À la barricade de la rue des Ménétriers, un homme bien mis distribuait de l'argent aux travailleurs. À la barricade de la rue Greneta, un cavalier parut et remit à celui qui paraissait le chef de la barricade un rouleau qui avait l'air d'un rouleau d'argent. —Voilà, dit-il, pour payer les dépenses, le vin, et coetera. Un jeune homme blond, sans cravate, allait d'une barricade à l'autre portant des mots d'ordre. Un autre, le sabre nu, un bonnet de police bleu sur la tête, posait des sentinelles. Dans l'intérieur, en deçà barricades, les cabarets et les loges de portiers étaient convertis en corps de garde. Du reste l'émeute se comportait selon la plus savante tactique militaire. Les rues étroites, inégales, sinueuses, pleines d'angles et de tournants, étaient admirablement choisies; les environs des halles en particulier, réseau de rues plus embrouillé qu'une forêt.

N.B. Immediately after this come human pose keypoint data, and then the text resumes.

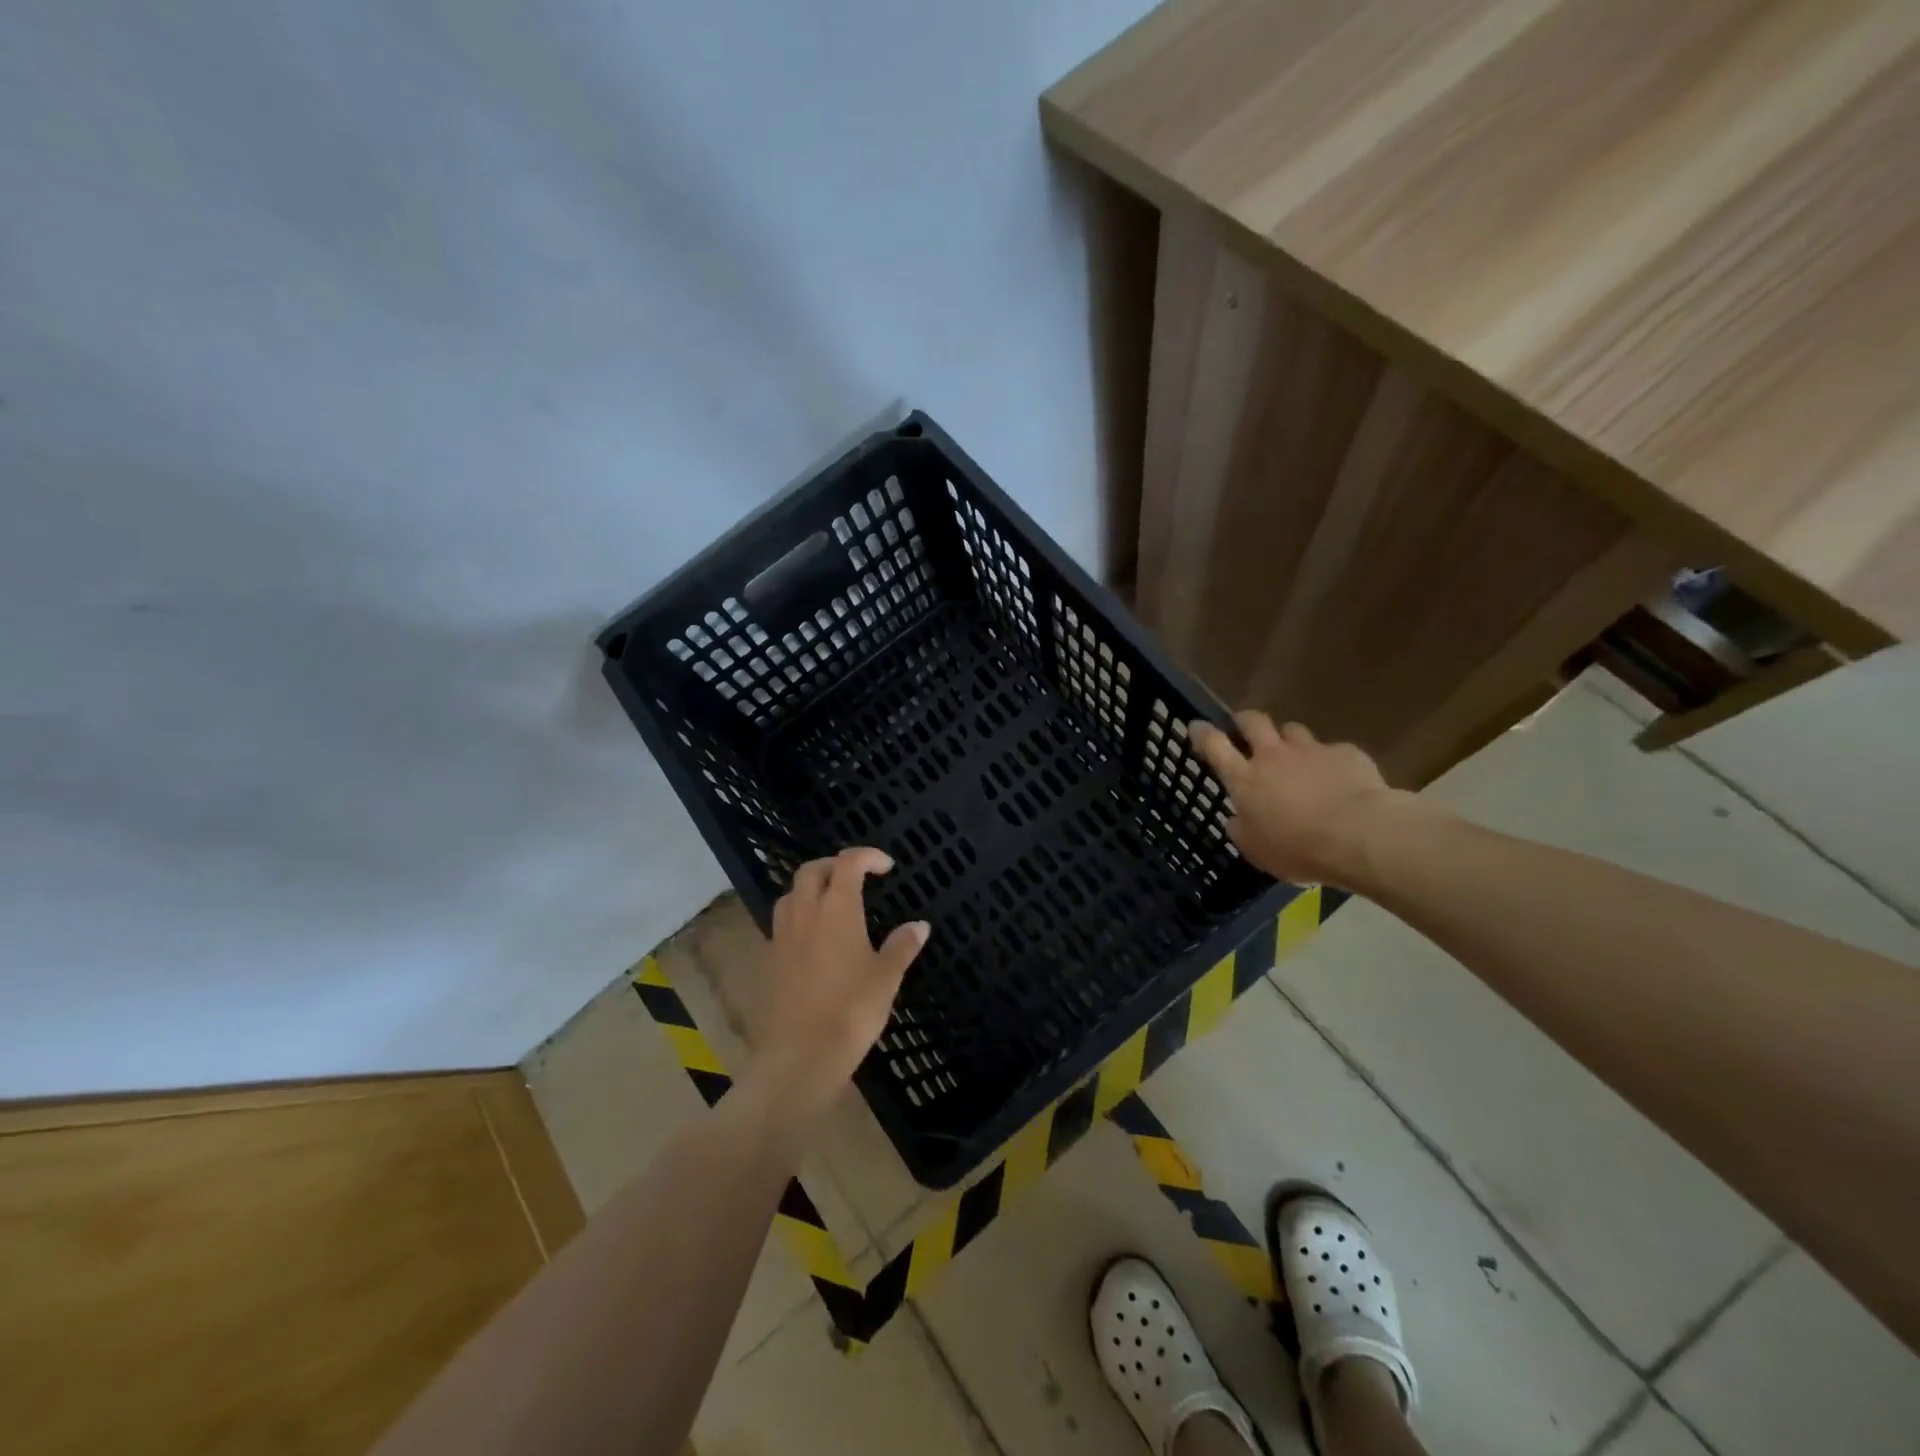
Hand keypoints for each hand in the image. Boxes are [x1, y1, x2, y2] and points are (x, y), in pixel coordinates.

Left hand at [742, 847, 928, 1127]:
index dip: (867, 856)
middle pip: (811, 870)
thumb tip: (919, 925)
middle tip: (857, 878)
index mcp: (836, 909)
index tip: (886, 867)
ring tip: (832, 904)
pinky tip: (815, 940)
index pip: (848, 863)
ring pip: (791, 894)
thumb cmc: (851, 1011)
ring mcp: (782, 936)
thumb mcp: (886, 978)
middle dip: (834, 865)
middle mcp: (805, 913)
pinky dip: (799, 917)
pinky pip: (782, 923)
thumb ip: (902, 946)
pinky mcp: (769, 960)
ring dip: (811, 888)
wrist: (799, 1056)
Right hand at [1188, 712, 1423, 887]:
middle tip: (1245, 729)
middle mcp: (1273, 756)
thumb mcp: (1256, 849)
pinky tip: (1339, 779)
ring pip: (1292, 729)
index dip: (1203, 733)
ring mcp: (1311, 750)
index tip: (1196, 726)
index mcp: (1245, 779)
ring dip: (1288, 740)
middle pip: (1253, 721)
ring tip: (1295, 756)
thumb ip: (1241, 829)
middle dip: (1245, 721)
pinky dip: (1330, 761)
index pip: (1214, 745)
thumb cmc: (1297, 847)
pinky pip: (1333, 750)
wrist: (1360, 835)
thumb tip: (1237, 819)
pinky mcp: (1346, 753)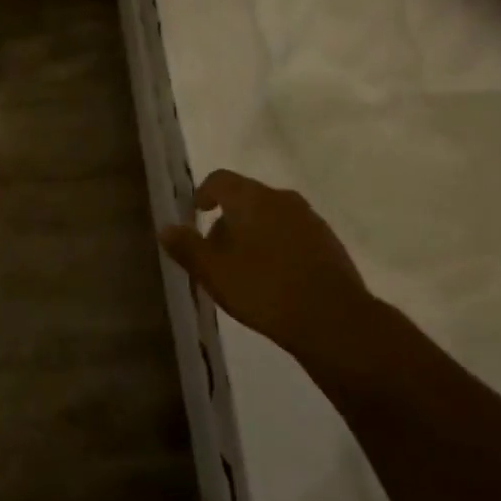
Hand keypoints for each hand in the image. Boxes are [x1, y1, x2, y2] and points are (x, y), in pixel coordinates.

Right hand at [160, 170, 372, 359]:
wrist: (334, 320)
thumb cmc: (264, 289)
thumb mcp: (214, 272)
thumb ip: (188, 247)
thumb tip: (166, 227)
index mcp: (252, 198)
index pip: (220, 180)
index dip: (204, 193)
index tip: (196, 212)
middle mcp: (282, 199)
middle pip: (247, 198)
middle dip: (229, 219)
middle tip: (216, 251)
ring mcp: (310, 219)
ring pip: (272, 216)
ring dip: (255, 233)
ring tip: (245, 268)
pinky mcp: (329, 243)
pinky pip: (293, 234)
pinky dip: (278, 247)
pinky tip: (275, 279)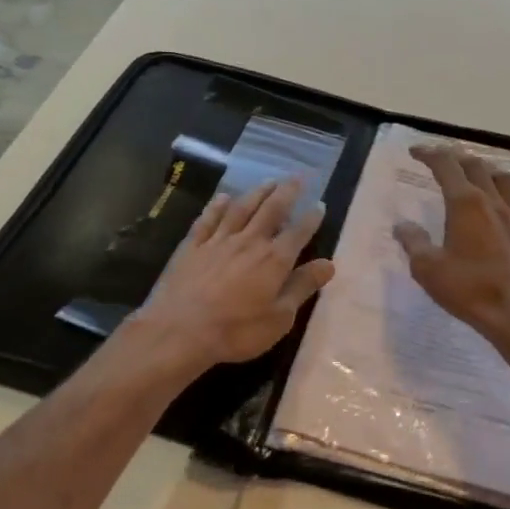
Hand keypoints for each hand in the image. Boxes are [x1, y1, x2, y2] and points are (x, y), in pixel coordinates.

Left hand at [131, 178, 335, 369]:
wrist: (181, 331)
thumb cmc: (236, 330)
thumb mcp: (279, 317)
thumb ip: (302, 287)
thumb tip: (328, 264)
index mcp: (274, 260)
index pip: (298, 232)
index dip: (311, 218)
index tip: (320, 204)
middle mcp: (249, 242)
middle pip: (271, 210)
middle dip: (287, 192)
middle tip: (298, 177)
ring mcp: (219, 241)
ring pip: (242, 208)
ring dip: (257, 193)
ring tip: (269, 180)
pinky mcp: (193, 246)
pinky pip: (209, 219)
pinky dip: (218, 206)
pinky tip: (224, 198)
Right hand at [393, 144, 509, 348]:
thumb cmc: (468, 289)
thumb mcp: (428, 268)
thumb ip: (413, 242)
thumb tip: (403, 225)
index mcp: (465, 203)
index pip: (446, 166)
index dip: (429, 154)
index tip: (415, 151)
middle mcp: (493, 202)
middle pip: (476, 165)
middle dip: (455, 157)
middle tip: (440, 160)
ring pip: (504, 179)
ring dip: (486, 170)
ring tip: (475, 176)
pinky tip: (507, 212)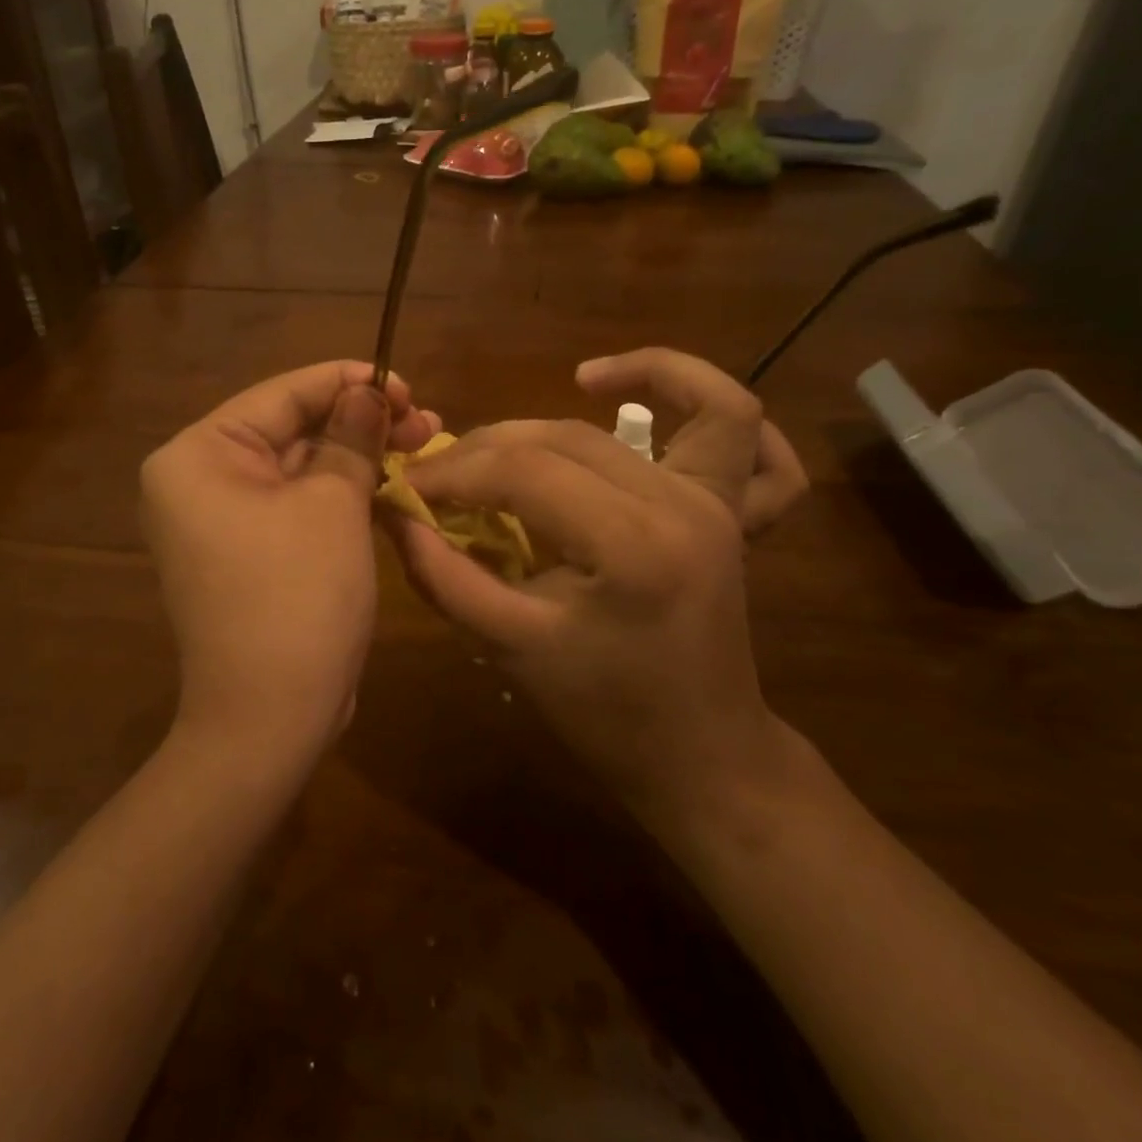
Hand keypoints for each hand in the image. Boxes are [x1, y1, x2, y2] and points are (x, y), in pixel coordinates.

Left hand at [141, 361, 438, 765]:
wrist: (269, 719)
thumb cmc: (297, 596)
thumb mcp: (334, 504)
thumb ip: (352, 437)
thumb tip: (370, 393)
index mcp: (199, 455)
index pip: (282, 395)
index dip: (348, 382)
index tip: (405, 383)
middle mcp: (199, 481)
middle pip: (292, 430)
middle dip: (361, 423)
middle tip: (427, 419)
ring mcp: (223, 521)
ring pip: (302, 470)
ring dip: (360, 458)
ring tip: (424, 443)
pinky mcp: (251, 553)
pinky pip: (299, 507)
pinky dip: (343, 495)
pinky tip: (394, 484)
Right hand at [386, 351, 806, 822]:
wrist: (702, 756)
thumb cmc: (604, 715)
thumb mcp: (510, 649)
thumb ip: (444, 575)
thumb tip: (395, 514)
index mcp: (632, 547)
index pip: (522, 473)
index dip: (453, 472)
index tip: (406, 486)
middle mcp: (684, 506)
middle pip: (570, 437)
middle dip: (491, 446)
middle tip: (444, 473)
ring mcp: (721, 503)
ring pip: (672, 409)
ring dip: (618, 386)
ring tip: (571, 385)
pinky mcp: (732, 510)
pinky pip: (746, 432)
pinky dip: (705, 398)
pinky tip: (650, 399)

La société des Amis du Peuple avait, disait-on, pris la direction de l'insurrection dans le quartier Sainte-Avoye. Un homme tué rue du Ponceau qu'on fouilla avait sur lui un plan de Paris.

Ce qui avait réellement pris la direction de l'émeute, c'était une sorte d'impétuosité inconnue qui était dans l'air. L'insurrection, brusquement, avait bâti les barricades d'une main et de l'autre saisi presque tous les postes de la garnison. En moins de trois heures, comme une traînée de poudre qui s'allume, les insurgés avaient envahi et occupé, sur la rive droite, l'Arsenal, la mairie de la place Royale, tout le Marais, la fabrique d'armes Popincourt, la Galiote, le Château-d'Eau, toutes les rues près des halles; sur la rive gauche, la caserne des Vétérans, Sainte-Pélagie, la place Maubert, la poudrière des Deux-Moulins, toutes les barrières. À cinq heures du soir ils étaient maîtres de la Bastille, de la Lingerie, des Blancs-Manteaux; leurs éclaireurs touchaient la place des Victoires, et menaçaient la Banque, la caserne des Petits-Pères, l'hôtel des Postes. Le tiers de Paris était à l'émeute.

Sur tous les points la lutte était gigantesquement engagée; et, des désarmements, des visites domiciliaires, des boutiques d'armuriers vivement envahies, il résultait ceci que le combat commencé à coups de pierres continuait à coups de fusil.

Vers six heures du soir, le passage du Saumon devenait champ de bataille. L'émeute était à un bout, la troupe au bout opposé. On se fusillait d'une grille à l'autre. Un observateur, un rêveur, l'auteur de ce livre, qui était allé voir le volcan de près, se trouva dans le passage pris entre les deux feux. Il n'avait pour se garantir des balles que le renflement des demi-colonnes qui séparent les boutiques; il fut près d'une demi-heure dans cette situation délicate.

Cependant le rappel battait, les gardes nationaux s'habillaient et s'armaient en hâte, les légions sortaient des mairies, les régiments sortaient des casernes. Vis-à-vis le passage de l'Ancre un tambour recevait un coup de poignard. Un autre, rue du Cygne, était assailli par une trentaine de jeunes gens qui lui crevaient sa caisse et lui prenaient son sabre. Un autre était tué rue Grenier-Saint-Lazare. Rue Michel-le-Comte, trois officiers tombaient morts l'un après l'autre. Plusieurs gardes municipaux, blessés rue des Lombards, rétrogradaient.

Devant la Cour-Batave, un détachement de gardes nationaux trouvait un drapeau rouge portant cette inscription: Révolution républicaine, nº 127. Était-ce une révolution en effet?

L'insurrection s'était fait du centre de Paris une sorte de citadelle inextricable, tortueuse, colossale.

Là était le foyer, là était évidemment la question. Tout le reste n'était qu'escarmouches. Ce qui prouvait que tout se déciderait là, c'est qu'on ne s'y battait pas encore.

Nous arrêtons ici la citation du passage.